チームBのみんなと表彰式の会場へと向かい、席を確保した。



奥田くん「大会の結果が出ましたよ!」



「え!ほんとですか!」



奥田くん「僕たちは、3位ですね!」



「3位!ほんとですか!」



白水くん「決勝戦での敗退から5位くらいになってるかと思いましたね。」



「いやぁ、Round1で勝利していれば、2位でしたね。」



奥田くん「そうですね!Round6が引き分けでも2位でしたね。」



結果は3位であった。
後に、チームAも合流。



「いやぁ、僕らの結果は、決勝で負けて3位でした。」



荒木さん「お!3位すごいやん!」



「僕ら表彰式出れるんですかね?」



荒木さん「出れるよ!確か、5位まで表彰だったはず。ちなみに、俺達は学生1位で表彰上がるよ!」



「え!ほんとですか!すごい!」



なんと、チームAはオープンで学生1位を獲得していたのだ。
チームAチームBともに表彰式へと上がれることに。

ガラス細工

今大会は京大サークルから2チーム、
チームBの1番ボードとして出させていただいた。
チームBのギャンビットポーンとして、
私に期待されたのは、生贄ではなく英雄となることだった。

チームは仲間のおかげで躍進し、
Round4では首の皮を一枚つなげることもできた。
決勝へのチケットは手に入れた。



優勝への一筋の光。
巧妙に、儚く、美しく、ガラス細工のように、
全ては美しい比率で、舞台は形作られた。



そして、決勝戦。
Keio Aとの対局。
開戦前に、休憩室で、
2番ボードは相手のレートは1748
3番ボードは荒木さん曰く、とても強い方
4番ボードは昨年のKeio Bで4番ボードを務めた方、実質1800レートくらいは実力があるだろうと予想していた。
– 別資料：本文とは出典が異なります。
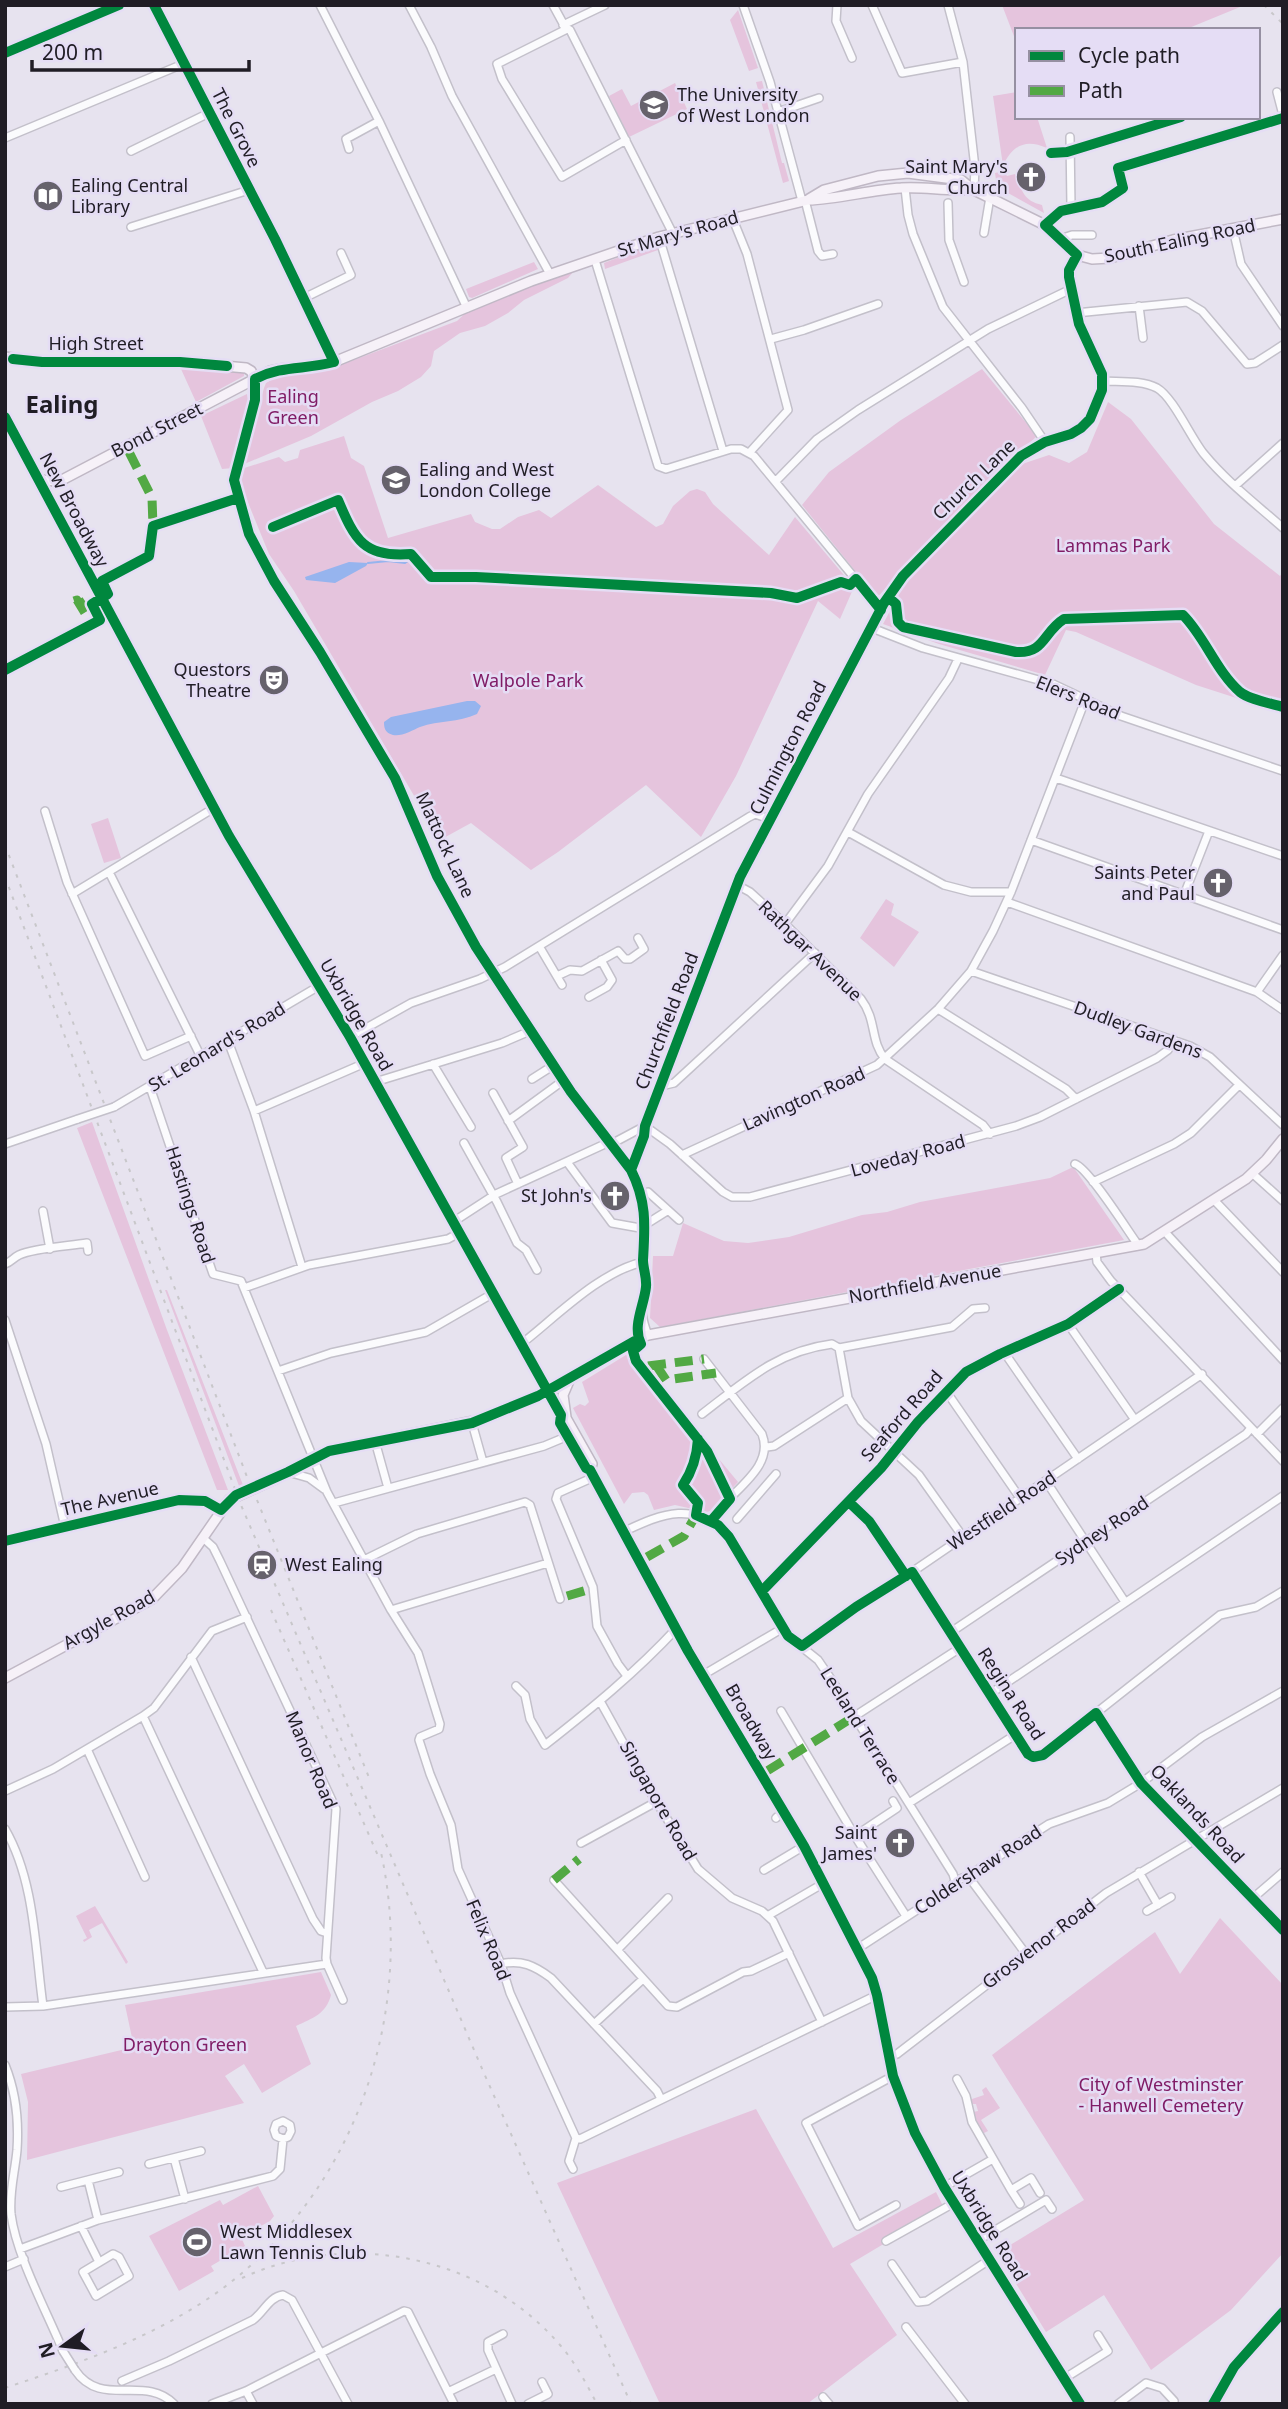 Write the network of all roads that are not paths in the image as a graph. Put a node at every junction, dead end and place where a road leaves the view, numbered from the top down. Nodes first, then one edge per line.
1 (120, 5) edge
2 (153, 5) edge
3 (320, 5) edge
4 (410, 5) edge
5 (553, 5) edge
6 (605, 5) edge
7 (743, 5) edge
8 (837, 5) edge
9 (872, 5) edge
10 (948, 5) edge
11 (565, 27) junction
12 (5, 53) edge
13 (852, 58) dead end
14 (963, 62) junction
15 (183, 64) junction
16 (1277, 92) dead end
17 (819, 98) dead end
18 (778, 112) junction
19 (209, 113) junction
20 (1283, 116) edge
21 (379, 121) junction
22 (1070, 137) dead end
23 (5, 138) edge
24 (626, 140) junction
25 (349, 149) dead end
26 (131, 151) dead end
27 (905, 188) junction
28 (973, 189) junction
29 (249, 190) junction
30 (949, 196) junction
31 (990, 197) junction
32 (805, 200) junction
33 (1071, 207) junction
34 (732, 217) junction
35 (1283, 219) edge
36 (1045, 225) junction
37 (131, 227) dead end
38 (1233, 229) junction
39 (672, 232) junction
40 (984, 233) dead end
41 (1091, 235) dead end
42 (659, 237) junction
43 (1060, 239) junction
44 (341, 253) dead end
45 (833, 254) dead end
46 (1077, 256) junction
47 (595, 260) junction
48 (550, 274) junction
49 (964, 282) dead end
50 (1071, 289) junction
51 (304, 298) junction
52 (878, 304) dead end
53 (1139, 306) junction
54 (467, 308) junction
55 (1076, 313) junction
56 (1283, 326) edge
57 (771, 338) junction
58 (1143, 338) dead end
59 (970, 341) junction
60 (1283, 345) edge
61 (8, 359) edge
62 (334, 362) junction
63 (254, 379) junction
64 (1103, 382) junction
65 (5, 417) edge
66 (1045, 442) junction
67 (1283, 443) edge
68 (723, 451) junction
69 (748, 453) junction
70 (38, 480) junction
71 (60, 481) junction
72 (776, 481) junction
73 (1235, 486) junction
74 (49, 501) junction
75 (1283, 527) edge
76 (881, 610) junction
77 (110, 614) junction
78 (872, 628) junction
79 (132, 657) joint
80 (958, 659) junction
81 (5, 670) edge
82 (1086, 698) junction
83 (1283, 771) edge
84 (1056, 778) junction
85 (214, 808) junction
86 (45, 811) dead end
87 (771, 819) junction
88 (1209, 831) junction
89 (848, 832) junction
90 (1031, 840) junction
91 (1283, 856) edge
92 (109, 872) junction
93 (737, 884) junction
94 (1011, 892) junction
95 (72, 894) junction
96 (1184, 894) junction
97 (1007, 902) junction
98 (785, 924) junction
99 (1283, 930) edge
100 (638, 938) dead end
101 (539, 946) junction
102 (815, 953) junction
103 (1283, 955) edge
104 (601, 960) junction
105 (971, 971) junction
106 (492, 974) junction
107 (557, 976) junction
108 (562, 985) dead end
109 (319, 986) junction
110 (1257, 992) junction
111 (589, 998) dead end
112 (938, 1009) junction
113 (1283, 1010) edge
114 (530, 1031) junction
115 (191, 1037) junction
116 (350, 1037) junction
117 (1174, 1040) junction
118 (228, 1041) junction
119 (201, 1057) junction
120 (885, 1059) junction
121 (365, 1063) junction
122 (433, 1064) junction
123 (554, 1065) junction
124 (532, 1079) dead end
125 (564, 1080) junction
126 (375, 1082) junction
127 (1239, 1085) junction
128 (661, 1086) junction
129 (150, 1087) junction
130 (493, 1093) dead end
131 (1076, 1099) junction
132 (254, 1111) junction
133 (508, 1121) junction
134 (1283, 1125) edge
135 (645, 1126) junction
136 (471, 1127) dead end
137 (990, 1135) junction
138 (1283, 1139) edge
139 (464, 1143) dead end
140 (610, 1143) junction
141 (5, 1144) edge
142 (682, 1155) junction
143 (567, 1162) junction
144 (1074, 1164) dead end
145 (631, 1170) junction
146 (1253, 1174) junction
147 (1093, 1182) junction
148 (518, 1184) junction
149 (642, 1195) junction
150 (492, 1196) junction
151 (1215, 1201) junction
152 (1283, 1201) edge
153 (43, 1211) dead end
154 (667, 1211) junction
155 (679, 1220) dead end
156 (453, 1222) junction
157 (645, 1226) junction
158 (1166, 1232) junction
159 (459, 1233) junction
160 (1136, 1246) junction
161 (50, 1249) junction
162 (88, 1251) dead end
163 (1096, 1253) junction
164 (643, 1262) junction
165 (5, 1265) edge
166 (302, 1267) junction
167 (537, 1270) dead end
168 (1283, 1272) edge
169 (244, 1288) junction
170 (1119, 1289) junction
171 (492, 1294) junction
172 (985, 1308) dead end
173 (5, 1320) edge
174 (1068, 1324) junction
175 (648, 1335) junction
176 (520, 1345) junction
177 (839, 1348) junction
178 (1003, 1352) junction
179 (704, 1359) dead end
180 (1283, 1360) edge
181 (278, 1371) junction
182 (1202, 1374) junction
183 (570, 1379) junction
184 (946, 1391) junction
185 (547, 1392) junction
186 (731, 1392) junction
187 (848, 1398) junction
188 (1283, 1408) edge
189 (702, 1414) dead end
190 (564, 1417) junction
191 (1135, 1420) junction
192 (472, 1423) junction
193 (1254, 1431) junction
194 (568, 1436) junction
195 (375, 1441) junction
196 (766, 1447) junction
197 (894, 1451) junction
198 (314, 1458) junction
199 (1078, 1460) junction
200 (1283, 1461) edge
201 (483, 1462) junction
202 (288, 1472) junction
203 (592, 1474) junction
204 (776, 1475) dead end
205 (1046, 1481) junction
206 (741, 1487) junction
207 (388, 1488) junction
208 (327, 1492) junction
209 (1283, 1496) edge
210 (754, 1498) junction
211 (1020, 1498) junction
212 (229, 1500) joint
213 (849, 1502) junction
214 (334, 1503) junction
215 (221, 1510) junction
216 (737, 1519) dead end
217 (711, 1521) junction
218 (65, 1527) junction
219 (623, 1532) junction
220 (962, 1537) junction
221 (203, 1538) junction
222 (5, 1541) edge
223 (1085, 1542) junction
224 (364, 1560) junction
225 (548, 1563) junction
226 (909, 1574) junction
227 (762, 1591) junction
228 (1283, 1591) edge
229 (561, 1599) dead end
230 (1125, 1602) junction
231 (391, 1610) junction
232 (247, 1617) junction
233 (783, 1628) junction
234 (676, 1629) junction
235 (954, 1640) dead end
236 (802, 1646) junction
237 (960, 1648) junction
238 (191, 1657) junction
239 (703, 1675) junction
240 (628, 1676) junction
241 (5, 1678) edge
242 (516, 1686) dead end
243 (1283, 1691) edge
244 (990, 1694) junction
245 (600, 1701) junction
246 (781, 1711) dead end
247 (1097, 1713) junction
248 (143, 1716) junction
249 (855, 1716) junction
250 (1015, 1735) junction
251 (87, 1749) junction
252 (1141, 1783) junction
253 (1283, 1788) edge
254 (5, 1791) edge
255 (893, 1801) dead end
256 (656, 1802) junction
257 (909, 1803) junction
258 (5, 1829) edge
259 (855, 1836) junction
260 (1197, 1840) junction
261 (581, 1843) dead end
262 (804, 1846) junction
263 (764, 1870) dead end
264 (1139, 1872) junction
265 (1283, 1872) edge
266 (968, 1876) junction
267 (145, 1877) dead end
268 (554, 1880) dead end
269 (955, 1881) junction
270 (824, 1883) junction
271 (1171, 1897) dead end
272 (668, 1898) dead end
273 (1253, 1898) junction
274 (1158, 1905) junction
275 (1147, 1911) dead end
276 (769, 1915) junction
277 (906, 1916) junction
278 (1283, 1930) edge
279 (327, 1933) junction
280 (618, 1949) junction
281 (857, 1950) junction
282 (789, 1953) junction
283 (1026, 1954) junction
284 (327, 1964) junction
285 (501, 1964) junction
286 (263, 1972) junction
287 (643, 1979) junction
288 (877, 1995) junction
289 (343, 2000) dead end
290 (5, 2007) edge
291 (43, 2007) junction
292 (822, 2022) junction
293 (593, 2024) junction
294 (889, 2057) junction
295 (5, 2065) edge
296 (893, 2076) junction
297 (957, 2079) dead end
298 (661, 2099) junction
299 (576, 2138) junction
300 (283, 2139) dead end
301 (201, 2151) dead end
302 (174, 2158) junction
303 (993, 2159) junction
304 (149, 2164) dead end
305 (573, 2169) dead end
306 (119, 2172) dead end
307 (88, 2180) junction
308 (8, 2186) edge
309 (61, 2187) dead end
310 (944, 2187) junction
311 (1012, 2190) junction
312 (1040, 2193) dead end
313 (185, 2199) junction
314 (954, 2203) junction
315 (1020, 2204) dead end
316 (897, 2205) dead end
317 (1052, 2209) dead end
318 (8, 2212) edge
319 (98, 2220) junction
320 (81, 2226) junction
321 (886, 2241) dead end
322 (977, 2241) junction
323 (20, 2249) junction
324 (24, 2259) junction
325 (989, 2260) junction
326 (99, 2262) junction
327 (892, 2264) dead end
328 (5, 2267) edge
329 (1283, 2312) edge
330 (906, 2328) dead end
331 (503, 2334) dead end
332 (1098, 2335) dead end
333 (320, 2352) junction
334 (496, 2369) junction
335 (1065, 2378) junction
336 (122, 2381) dead end
337 (542, 2382) dead end
338 (246, 2391) junction
339 (448, 2392) junction
340 (1174, 2400) dead end
341 (174, 2404) edge
342 (212, 2404) edge
343 (253, 2404) edge
344 (348, 2404) edge
345 (454, 2404) edge
346 (512, 2404) edge
347 (528, 2404) edge
348 (965, 2404) edge
349 (1080, 2404) edge
350 (1118, 2404) edge
351 (1213, 2404) edge

1 - 12 street
2 - 15 street, The Grove
3 - 21 street
4 - 48 street
5 - 11 street
6 - 11 street
7 - 18 street
8 - 13 street
9 - 14 street
10 - 14 street
11 - 24 street
11 - 24 street
14 - 28 street
15 - 19 street, The Grove
15 - 23 street
16 - 20 street
17 - 18 street
18 - 32 street
19 - 26 street
19 - 29 street, The Grove
20 - 33 street
21 - 25 street
21 - 54 street
22 - 33 street
24 - 39 street
27 - 30 main road, St Mary's Road
27 - 32 main road, St Mary's Road
27 - 59 street
28 - 30 main road, St Mary's Road
28 - 31 main road, St Mary's Road
28 - 32 main road, St Mary's Road
29 - 37 street
29 - 51 street, The Grove
30 - 49 street
31 - 36 main road, St Mary's Road
31 - 40 street
32 - 34 main road, St Mary's Road
32 - 45 street
33 - 36 street
34 - 39 main road, St Mary's Road
34 - 57 street
35 - 38 main road, South Ealing Road
36 - 43 main road, St Mary's Road
38 - 46 main road, South Ealing Road
38 - 56 street
39 - 42 main road, St Mary's Road
41 - 43 street
42 - 47 main road, St Mary's Road
42 - 68 street
43 - 46 main road, St Mary's Road
44 - 51 street
46 - 50 street
47 - 48 main road, St Mary's Road
47 - 68 street
48 - 54 main road
50 - 55 street
50 - 59 street
51 - 62 street, The Grove
52 - 57 street
53 - 55 street
53 - 58 street
53 - 60 street
54 - 62 main road
55 - 64 street
57 - 69 street
59 - 66 street
59 - 72 street
61 - 63 main road, High Street
62 - 63 main road
63 - 71 main road, Bond Street
63 - 106 street, Mattock Lane
64 - 66 street, Church Lane
64 - 73 street
65 - 70 main road, New Broadway
66 - 76 street, Church Lane
67 - 73 street
68 - 69 street
69 - 72 street
70 - 71 main road
70 - 74 main road, New Broadway
71 - 74 main road
72 - 76 street
73 - 75 street
74 - 77 main road, New Broadway
76 - 78 street, Church Lane
77 - 79 main road, New Broadway
77 - 81 street
78 - 80 street, Elers Road
78 - 87 street, Culmington Road
79 - 85 main road, Uxbridge Road
80 - 82 street, Elers Road
80 - 89 street
82 - 83 street, Elers Road
82 - 84 street, Lavington Road
84 - 88 street
84 - 90 street, Lavington Road
85 - 92 street
85 - 109 main road, Uxbridge Road
86 - 95 street
87 - 93 street, Culmington Road
87 - 101 street, Culmington Road
88 - 91 street
88 - 96 street
89 - 94 street
89 - 98 street
90 - 94 street, Lavington Road
90 - 96 street
92 - 95 street
92 - 115 street
93 - 98 street, Rathgar Avenue
93 - 128 street, Churchfield Road
94 - 97 street, Lavington Road
95 - 115 street
96 - 99 street
97 - 105 street, Lavington Road
97 - 110 street
98 - 102 street, Rathgar Avenue
100 - 104 street
101 - 106 street, Culmington Road
101 - 107 street
102 - 120 street, Rathgar Avenue
102 - 128 street
103 - 110 street
104 - 107 street
104 - 111 street
105 - 112 street, Lavington Road
105 - 117 street, Dudley Gardens
106 - 114 street, Mattock Lane
106 - 116 street, Culmington Road
107 - 108 street
109 - 116 main road, Uxbridge Road
109 - 118 street, St. Leonard's Road
110 - 113 street
112 - 120 street, Lavington Road
112 - 131 street
114 - 122 street
114 - 123 street, Mattock Lane
115 - 119 street
116 - 121 main road, Uxbridge Road
117 - 127 street, Dudley Gardens
117 - 131 street, Loveday Road
118 - 119 street, St. Leonard's Road
118 - 132 street
119 - 129 street, St. Leonard's Road
120 - 137 street
120 - 142 street, Lavington Road
121 - 126 main road, Uxbridge Road
121 - 132 street
122 - 126 street
122 - 136 street
123 - 124 street
123 - 125 street, Mattock Lane
125 - 133 street
125 - 140 street, Mattock Lane
126 - 156 main road, Uxbridge Road
127 - 134 street, Dudley Gardens
127 - 147 street
128 - 135 street, Churchfield Road
129 - 141 street, St. Leonard's Road, bridge
129 - 169 street, Hastings Road
130 - 133 street
131 - 137 street, Loveday Road
132 - 166 street
133 - 148 street
135 - 140 street
135 - 142 street, Loveday Road
135 - 145 street, Churchfield Road
137 - 142 street, Loveday Road
138 - 146 main road, Northfield Avenue
139 - 150 street
140 - 143 street
140 - 145 street, Mattock Lane
143 - 148 street
143 - 157 street
144 - 147 street
145 - 149 street, Mattock Lane
146 - 151 main road, Northfield Avenue
146 - 152 street
147 - 160 street
148 - 150 street
149 - 154 street
149 - 157 street, Mattock Lane
150 - 156 street
150 - 167 street
151 - 158 main road, Northfield Avenue
151 - 168 street
153 - 161 street
154 - 155 street
154 - 157 street
156 - 159 main road, Uxbridge Road
157 - 164 street, Mattock Lane
158 - 160 main road, Northfield Avenue
158 - 180 street
159 - 166 street
159 - 171 main road, Uxbridge Road
160 - 163 main road, Northfield Avenue
161 - 162 street
161 - 165 street
163 - 170 street
163 - 175 main road, Northfield Avenue
164 - 175 street, Mattock Lane
164 - 176 street
166 - 169 street
169 - 181 street
170 - 174 street, Seaford Road
170 - 182 street
171 - 176 main road, Uxbridge Road
171 - 181 street
172 - 177 street
173 - 218 street
174 - 178 street, Seaford Road
174 - 191 street
175 - 183 main road, Northfield Avenue
176 - 185 main road, Uxbridge Road
177 - 186 street
177 - 187 street
178 - 184 street, Seaford Road
178 - 199 street
179 - 186 street
181 - 198 street
182 - 191 street, Westfield Road
182 - 193 street
183 - 185 main road, Northfield Avenue
183 - 190 main road
184 - 197 street, Seaford Road
184 - 211 street
185 - 190 main road, Broadway
185 - 192 main road, Northfield Avenue
186 - 189 street
186 - 196 street
187 - 196 street
187 - 197 street
188 - 193 street, Sydney Road
190 - 194 main road, Broadway
190 - 203 main road, Broadway
191 - 199 street, Westfield Road
192 - 195 main road, Northfield Avenue
192 - 201 street
193 - 200 street
193 - 223 street, Sydney Road
194 - 201 street
194 - 203 main road, Broadway
195 - 198 main road, Northfield Avenue
195 - 207 street
196 - 206 street
197 - 213 street, Seaford Road
197 - 220 street
198 - 202 main road, Northfield Avenue
198 - 208 street
199 - 205 street, Westfield Road
201 - 207 street
202 - 208 street
202 - 212 main road, Northfield Avenue, bridge
203 - 219 main road, Broadway
203 - 240 street
204 - 210 street
205 - 211 street, Westfield Road
205 - 223 street
206 - 210 street
206 - 217 street
207 - 214 street
208 - 214 street
209 - 230 street
210 - 216 street
211 - 220 street, Westfield Road
212 - 215 main road, Argyle Road
213 - 226 street
213 - 227 street, Seaford Road
214 - 224 street
215 - 218 street, The Avenue
215 - 221 main road, Argyle Road
217 - 219 street
217 - 227 street, Leeland Terrace
218 - 222 street, The Avenue
219 - 234 main road, Broadway
220 - 226 street, Westfield Road
221 - 232 street, Manor Road
221 - 241 main road, Argyle Road
223 - 226 street, Sydney Road
223 - 230 street
224 - 225 street
224 - 231 street
225 - 229 street
225 - 231 street
226 - 236 street, Westfield Road
227 - 233 street, Leeland Terrace
228 - 247 street
230 - 244 street
231 - 285 street, Felix Road
232 - 238 street
232 - 279 street, Manor Road
233 - 236 street, Leeland Terrace
233 - 239 street
234 - 239 main road, Broadway
234 - 240 street
235 - 237 street, Regina Road
236 - 249 street, Leeland Terrace
237 - 244 street, Regina Road
237 - 249 street
238 - 248 street
238 - 279 street
239 - 262 main road, Broadway
240 - 245 street
242 - 245 street
243 - 252 street, Coldershaw Road
244 - 250 street, Regina Road
245 - 256 street, Singapore Road
246 - 259 street
247 - 250 street, Regina Road
247 - 252 street, Oaklands Road
248 - 251 street
248 - 286 street
249 - 257 street, Leeland Terrace
250 - 257 street
251 - 254 street
251 - 267 street
252 - 260 street, Oaklands Road
252 - 266 street, Coldershaw Road
253 - 260 street, Grosvenor Road
255 - 259 street
256 - 261 street
256 - 276 street, Singapore Road
257 - 269 street, Leeland Terrace
258 - 291 street
259 - 277 street
260 - 264 street, Grosvenor Road
260 - 273 street, Oaklands Road
262 - 263 street
262 - 270 main road, Broadway
264 - 274 street
264 - 283 street, Grosvenor Road
265 - 273 street
266 - 269 street, Coldershaw Road
266 - 283 street
268 - 280 street
269 - 277 street, Coldershaw Road
270 - 276 street
270 - 281 main road, Broadway
271 - 274 street
272 - 280 street
273 - 278 street, Oaklands Road
274 - 275 street
276 - 282 street
277 - 281 street, Coldershaw Road
279 - 284 street, Manor Road
280 - 287 street
281 - 288 main road, Broadway
282 - 287 street
282 - 292 street
283 - 294 street, Grosvenor Road
284 - 286 street
284 - 289 street, Manor Road
285 - 293 street
285 - 299 street, Felix Road
286 - 291 street
287 - 293 street
288 - 292 street
288 - 294 main road, Broadway
290 - 291 street
292 - 298 street
293 - 298 street
294 - 296 main road, Uxbridge Road
295 - 308 street
296 - 310 main road, Uxbridge Road
296 - 316 street
297 - 303 street
298 - 299 street
299 - 305 street
300 - 313 street
301 - 302 street
302 - 304 street
302 - 313 street
303 - 310 street
303 - 311 street
306 - 307 street
307 - 309 street
307 - 319 street
308 - 318 street
310 - 314 main road, Uxbridge Road
311 - 312 street
311 - 315 street
313 - 319 street
314 - 321 street
314 - 322 main road, Uxbridge Road
317 - 322 street
318 - 323 street
319 - 320 street
320 - 323 street
320 - 326 street
322 - 325 main road, Uxbridge Road
323 - 324 street
324 - 328 street
324 - 341 street, bridge
325 - 327 street
325 - 335 main road, Uxbridge Road
326 - 326 street
329 - 351 street
330 - 348 street
331 - 334 street
332 - 335 street
333 - 336 street
333 - 338 street
333 - 339 street
333 - 344 street
334 - 339 street
334 - 346 street
335 - 349 main road, Uxbridge Road
337 - 347 street
338 - 342 street
338 - 343 street
339 - 345 street
340 - 350 street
3、4番ボードでの勝機は、とても難航することが予想された。
託されたのは、1、2番ボードであったのだ。



対局中、3番ボードから、
奥田くんの「負けました」という声が聞こえた。
良い判断だと思った。
声に出すことで、誰が勝たなければいけないのかが明確になる。



4番ボードは対局中で、1番ボードからは見えなかった。
2番ボードは決して、不利な局面ではなく、拮抗しているように見えた。



後に知るところとなるのだが、
4番ボードはまさか、勝利を収めていたのだ。



そして、2番ボードはドローを取れるエンドゲームだった。
1番ボードで勝利を収めれば、2勝1分けで優勝していたのだ。



私が託されたのは、ギャンビットポーンとして英雄となること。



私は終末の執行者となった。
この手で終わらせたのは、私だった。